Norwegians punished major parties and right wing coalition members in local elections on Monday.
Prime Minister Erna Solberg’s ruling Conservatives (Høyre), her right-wing populist ally Progress Party (FrP) had one of their worst performances. The top opposition Labour Party also fell to a record low level.
On the other hand, smaller parties, including communist (Rødt), the Greens (MDG) and the rural Centre Party (Sp), and the new protest movement pro-motorist FNB received record high votes.
The devestating result for the government parties seems to create the political division in the country and make it more difficult to govern even if there are still two years to the general elections.
Toll Roads, Increasing Inequality, Environment and Forced Merger
The biggest topic of this local election was the toll roads. The four-party Cabinet has lost a lot of votes over disagreement on whether to pay for roads and public transport with more tolls on drivers. Also the government’s insistence on forced merger of the municipalities created discontent among the voters who have ended up with less access to public services.

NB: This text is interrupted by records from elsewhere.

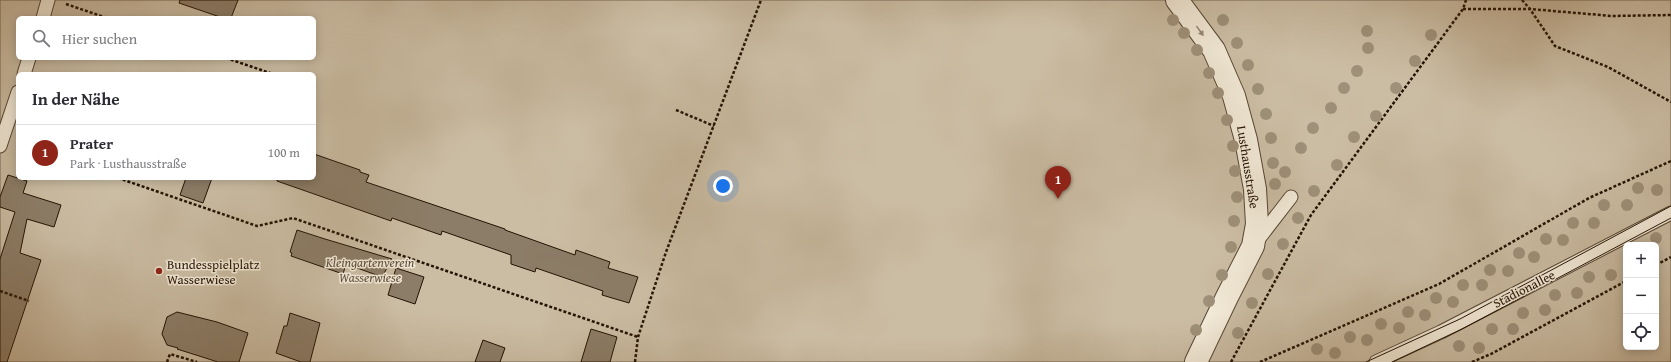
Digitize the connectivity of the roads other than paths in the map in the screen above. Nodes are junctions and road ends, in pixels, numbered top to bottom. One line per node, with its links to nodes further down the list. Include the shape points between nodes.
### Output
1 (1177, 0): 10 (street, Lusthausstraße, one-way to 10, via 1214,50 1234,96 1246,140 1255,189 1257,224)
2 (54, 1): 3 (lane)
3 (43, 16)
4 (28, 60): 5 (lane)
5 (25, 72)
6 (16, 98): 7 (lane)
7 (0, 146)
8 (1290, 197): 10 (lane)
9 (1671, 213): 12 (lane, Stadionallee, via 1441,332)
10 (1253, 246): 11 (street, Lusthausstraße)
11 (1196, 362)
12 (1376, 362)

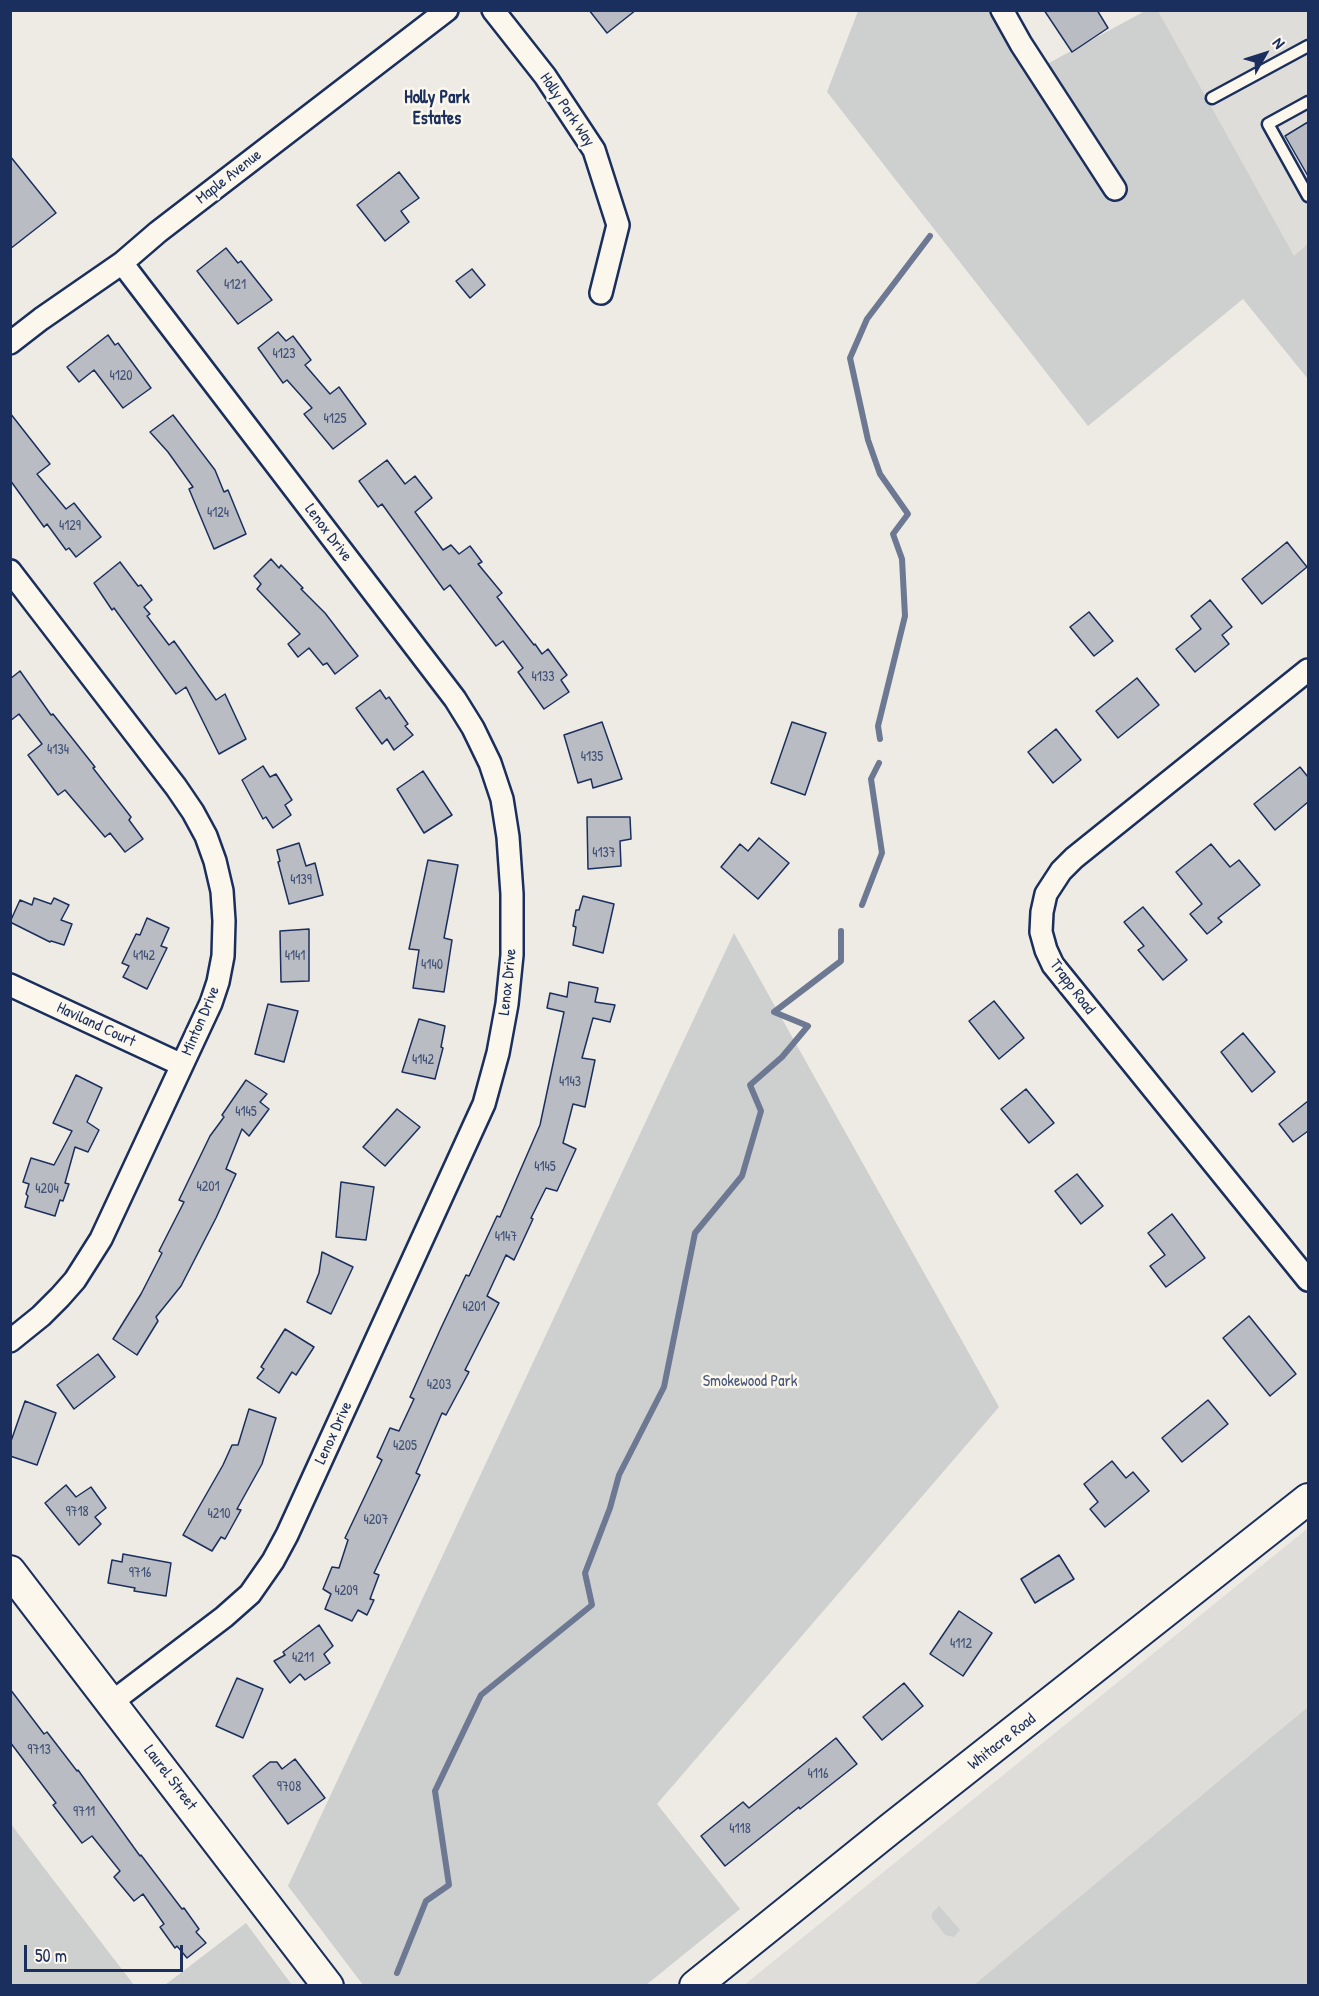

Moreover the government’s criticized welfare policies increasing inequality in the country, insufficient and controversial environmental actions are the factors that pushed especially young voters.
FrP’s image as a right wing populist party has also dragged all the coalition members down by losing hundreds of thousand of immigrant voters.
Solberg’s Conservatives and her government partners, the Liberals, the Christian Democrats and FrP in total won only 34% of the vote combined, losing 9 percentage points from four years ago.
The surprising winners of the elections, on the other hand, was the Centre Party, doubling its votes, and the Communists, the Greens and the FNB with their contrasting environment, social and transport policies.